Resumen del libro:
En su primera incursión en el mundo de la novela, Miguel de Unamuno nos presenta “Paz en la guerra”, una obra que emerge en 1897 en plena efervescencia de la novela histórica. Es importante destacar que Unamuno no opta por un tema lejano en el tiempo, sino que dirige su atención hacia un acontecimiento cercano: la última guerra carlista en el País Vasco. Este enfoque, impregnado de vivencias personales del autor, otorga a la novela un carácter biográfico que Unamuno reconoce explícitamente en el prólogo de la segunda edición, publicada en 1923.
La trama de “Paz en la guerra” se desarrolla en el contexto de un conflicto bélico que estremece al País Vasco, pero su verdadero protagonista es la introspección. Unamuno, a través de la voz narrativa, nos sumerge en un viaje hacia su infancia y juventud, tejiendo una trama que fusiona hábilmente la historia personal con los acontecimientos históricos. La obra se convierte así en un testimonio vivo de los recuerdos más profundos del autor y de la vida en la comunidad en la que creció.
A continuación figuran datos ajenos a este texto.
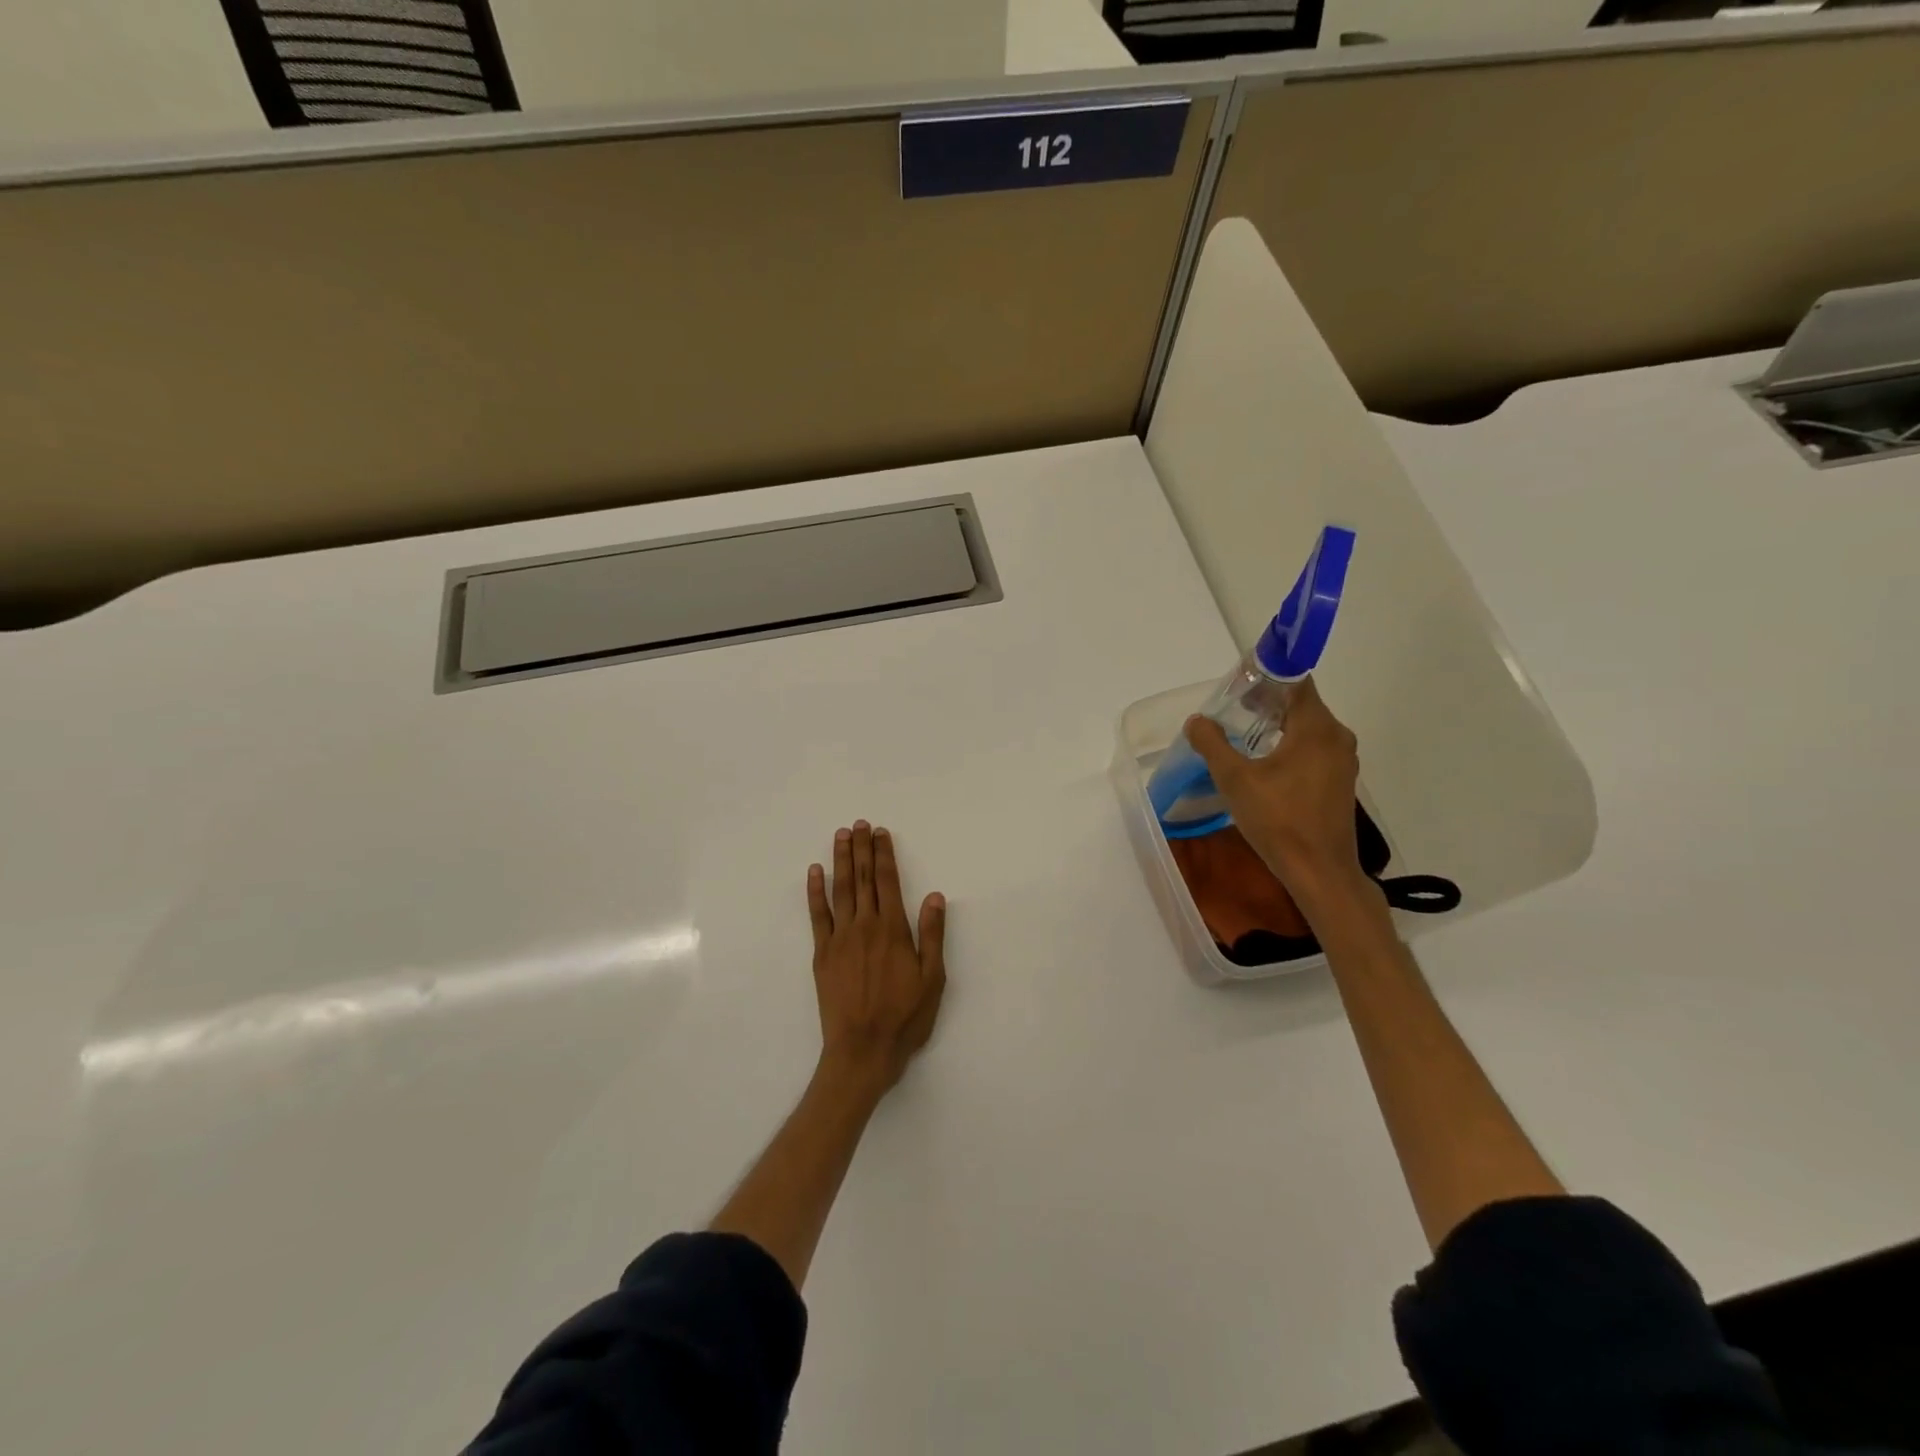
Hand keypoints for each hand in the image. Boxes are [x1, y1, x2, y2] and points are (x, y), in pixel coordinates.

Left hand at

La prosa de Unamuno en “Paz en la guerra” se caracteriza por su intensidad emocional y su capacidad para plasmar la complejidad de los sentimientos humanos. A través de una cuidada selección de detalles y una narrativa envolvente, el autor nos sumerge en un universo cargado de conflictos internos y externos. Las reflexiones sobre el sentido de la vida, la identidad y la búsqueda de la verdad se entrelazan con la descripción de escenas de batalla y el retrato de personajes inolvidables.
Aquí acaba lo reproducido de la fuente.